There’s a famous clip on YouTube of Steve Ballmer mocking the iPhone when it first came out, saying that it was too expensive for the general public and would never appeal to business customers because it didn’t have a keyboard. Ballmer was an insider’s insider in the tech industry and is himself now one of the 10 wealthiest people on Earth, and yet he had no idea what would happen in the cell phone market.

But this is what idiots like the PP do: look at a clear winner now, rewrite history to imagine that this was always obvious, and use that as a justification to buy individual stocks, imagining they know more than billionaire hedge fund managers and similar market participants who determine prices.

Outside of very true rare exceptions such as Warren Buffett, anyone who beats the market long-term by individual stock picking is L-U-C-K-Y!


Actually I have dove extremely well picking individual stocks. I also have a bunch of people I pay to help conduct due diligence on potential and ongoing investments.


Can you elaborate on this? Are you paying time based advisor/s.
Anonymous
Anonymous wrote:Telling my kids I would pay for any college they got into


You are not alone in this. I also added that I would pay for advanced degrees for any program they got into. Two are not interested. But my youngest definitely is interested in an advanced degree.
Anonymous
This forum is gonna hate it, but hearing about buying Bitcoin for under a dollar back in 2011 and not jumping on it. Worse, not buying Ethereum in 2014 for a few dollars and ignoring it.

All because I thought crypto was a scam. Then seeing these same friends buy nice homes just being selling their Bitcoin.

Anonymous
Selling AAPL stock instead of holding.
Anonymous
Anonymous wrote:Selling AAPL stock instead of holding.


Eek that’s always a long term hold. I bought back in 2004 and held and am doing pretty well.
Anonymous
Voting Democrat. Never again.
Anonymous
When I was like 27 I got suckered of those phone stock scams. The company ended up getting in all sorts of trouble and people got arrested, but I was out like $2,000 which at the time was a big deal. I felt so stupid.
Anonymous
Anonymous wrote:When I was like 27 I got suckered of those phone stock scams. The company ended up getting in all sorts of trouble and people got arrested, but I was out like $2,000 which at the time was a big deal. I felt so stupid.
Don't feel bad, all investors have been burnt by penny stocks scams or the like. Be glad you were 27 and only lost $2000. I was steered by close friends into a medical investment in my mid 40s, lost nearly $38k on that dog stock. I averaged down and later listened to the conference calls which slowly became abysmal. Disappointing lesson. Cambridge Heart CAMH
Anonymous
My DH became a Fed over a decade ago. He immediately started maxing out his TSP but it took 2 years for him to realize that the default setting was the G fund. 😟
Anonymous
Running for president and losing. Very expensive mistake
Anonymous
In 2000 I sold $5k in the Vanguard Index 500 and split it between Janus Enterprise and Janus Global Life Sciences. Floundered for a decade and then I bailed. Should have left it in the index.

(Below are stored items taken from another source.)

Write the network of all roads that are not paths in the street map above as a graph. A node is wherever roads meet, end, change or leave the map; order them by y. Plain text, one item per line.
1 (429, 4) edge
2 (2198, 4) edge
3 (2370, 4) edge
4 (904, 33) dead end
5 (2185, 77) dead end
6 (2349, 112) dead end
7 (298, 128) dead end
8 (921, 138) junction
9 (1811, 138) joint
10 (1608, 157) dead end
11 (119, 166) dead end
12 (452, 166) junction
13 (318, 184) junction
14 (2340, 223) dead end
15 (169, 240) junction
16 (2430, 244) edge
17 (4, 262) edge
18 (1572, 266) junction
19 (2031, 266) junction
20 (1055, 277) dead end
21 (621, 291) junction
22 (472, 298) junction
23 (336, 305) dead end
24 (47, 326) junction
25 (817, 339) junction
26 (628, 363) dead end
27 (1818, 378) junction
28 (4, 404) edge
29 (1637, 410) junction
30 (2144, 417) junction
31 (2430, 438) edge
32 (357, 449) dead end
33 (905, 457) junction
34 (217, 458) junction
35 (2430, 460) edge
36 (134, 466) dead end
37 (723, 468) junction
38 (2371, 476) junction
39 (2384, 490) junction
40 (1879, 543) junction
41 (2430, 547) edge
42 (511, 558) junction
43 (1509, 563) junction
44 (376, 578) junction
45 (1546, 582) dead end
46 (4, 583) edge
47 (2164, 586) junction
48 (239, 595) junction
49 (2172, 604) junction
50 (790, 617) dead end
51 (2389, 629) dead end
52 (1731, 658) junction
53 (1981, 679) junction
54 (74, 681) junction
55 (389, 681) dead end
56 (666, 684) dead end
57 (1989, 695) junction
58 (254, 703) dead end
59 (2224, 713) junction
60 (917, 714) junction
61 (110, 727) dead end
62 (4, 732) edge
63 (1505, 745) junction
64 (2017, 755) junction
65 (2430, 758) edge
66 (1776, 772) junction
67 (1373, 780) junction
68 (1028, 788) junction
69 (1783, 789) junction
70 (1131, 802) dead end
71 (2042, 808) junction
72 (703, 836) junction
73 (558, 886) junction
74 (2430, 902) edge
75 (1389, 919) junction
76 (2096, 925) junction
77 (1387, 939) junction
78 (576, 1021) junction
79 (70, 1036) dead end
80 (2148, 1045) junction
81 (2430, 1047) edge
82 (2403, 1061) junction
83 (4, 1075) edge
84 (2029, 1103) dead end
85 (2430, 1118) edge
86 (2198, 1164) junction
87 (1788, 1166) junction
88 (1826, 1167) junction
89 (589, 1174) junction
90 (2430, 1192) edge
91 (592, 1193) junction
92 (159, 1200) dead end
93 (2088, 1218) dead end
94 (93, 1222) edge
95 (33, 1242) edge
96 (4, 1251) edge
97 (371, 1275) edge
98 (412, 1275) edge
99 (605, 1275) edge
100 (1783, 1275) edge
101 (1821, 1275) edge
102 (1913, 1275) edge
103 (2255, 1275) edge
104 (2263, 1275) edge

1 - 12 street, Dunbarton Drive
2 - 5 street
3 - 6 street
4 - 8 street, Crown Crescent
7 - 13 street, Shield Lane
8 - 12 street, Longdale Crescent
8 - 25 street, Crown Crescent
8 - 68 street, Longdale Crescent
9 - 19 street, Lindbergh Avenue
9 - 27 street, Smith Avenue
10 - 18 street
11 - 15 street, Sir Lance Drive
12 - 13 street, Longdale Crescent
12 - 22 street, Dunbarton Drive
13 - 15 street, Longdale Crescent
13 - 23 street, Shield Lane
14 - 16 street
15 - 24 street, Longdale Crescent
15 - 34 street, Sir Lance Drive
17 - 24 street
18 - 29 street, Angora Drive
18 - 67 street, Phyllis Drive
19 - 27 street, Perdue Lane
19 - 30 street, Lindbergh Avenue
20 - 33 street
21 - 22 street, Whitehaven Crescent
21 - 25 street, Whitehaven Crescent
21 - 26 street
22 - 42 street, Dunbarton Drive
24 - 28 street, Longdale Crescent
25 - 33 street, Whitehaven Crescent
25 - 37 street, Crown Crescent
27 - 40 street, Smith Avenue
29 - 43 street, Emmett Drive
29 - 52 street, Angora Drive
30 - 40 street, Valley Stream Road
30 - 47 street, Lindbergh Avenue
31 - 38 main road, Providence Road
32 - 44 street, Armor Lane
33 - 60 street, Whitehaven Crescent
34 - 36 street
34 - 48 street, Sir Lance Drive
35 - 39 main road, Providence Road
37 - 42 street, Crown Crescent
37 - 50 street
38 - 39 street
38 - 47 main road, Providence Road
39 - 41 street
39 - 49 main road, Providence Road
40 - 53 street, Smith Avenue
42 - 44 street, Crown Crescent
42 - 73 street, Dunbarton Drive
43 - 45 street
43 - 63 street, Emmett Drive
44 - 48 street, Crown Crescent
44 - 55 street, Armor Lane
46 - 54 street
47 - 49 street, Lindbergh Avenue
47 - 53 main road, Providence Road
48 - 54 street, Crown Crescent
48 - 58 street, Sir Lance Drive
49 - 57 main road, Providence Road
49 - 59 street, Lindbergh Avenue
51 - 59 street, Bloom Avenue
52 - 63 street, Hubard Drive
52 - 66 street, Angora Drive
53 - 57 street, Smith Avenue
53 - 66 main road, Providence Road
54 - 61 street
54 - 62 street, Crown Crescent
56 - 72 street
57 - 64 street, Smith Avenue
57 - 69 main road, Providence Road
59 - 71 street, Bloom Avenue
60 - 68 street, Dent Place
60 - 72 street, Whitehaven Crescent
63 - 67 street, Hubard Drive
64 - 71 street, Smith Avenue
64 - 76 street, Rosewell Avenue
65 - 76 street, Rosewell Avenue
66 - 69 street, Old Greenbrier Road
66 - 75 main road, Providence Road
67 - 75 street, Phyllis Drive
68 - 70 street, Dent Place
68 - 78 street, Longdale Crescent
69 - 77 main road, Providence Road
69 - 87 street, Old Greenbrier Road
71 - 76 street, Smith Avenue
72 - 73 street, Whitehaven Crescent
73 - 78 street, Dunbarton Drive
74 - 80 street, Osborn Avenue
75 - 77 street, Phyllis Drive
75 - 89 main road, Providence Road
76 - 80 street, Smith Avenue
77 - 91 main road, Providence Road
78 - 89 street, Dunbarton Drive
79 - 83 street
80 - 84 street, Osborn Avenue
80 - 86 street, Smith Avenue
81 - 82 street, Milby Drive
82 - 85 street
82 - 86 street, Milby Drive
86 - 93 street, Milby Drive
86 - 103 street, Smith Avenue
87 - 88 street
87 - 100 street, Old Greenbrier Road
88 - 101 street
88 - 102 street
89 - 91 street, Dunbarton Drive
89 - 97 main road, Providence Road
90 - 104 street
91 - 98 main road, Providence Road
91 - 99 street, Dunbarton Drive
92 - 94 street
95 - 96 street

Dad/financial advisor: “If that’s the most expensive mistake you make, count yourself lucky.”
Anonymous
Being a SAHM
Not standing up to my husband when he insisted on spending money on things we couldn’t really afford
Anonymous
My ex pulled out all our Roth savings from the market in 2009. I didn't realize this included my funds. We got divorced and I moved on. I remembered the fund in 2016 when buying a house and figured out that 7k had been sitting not invested for over 7 years. I wish I had paid more attention to that account and kept on top of it.
Anonymous
Anonymous wrote:Running for president and losing. Very expensive mistake

Just set up GoFundMe and ask your fools oops followers to make you whole.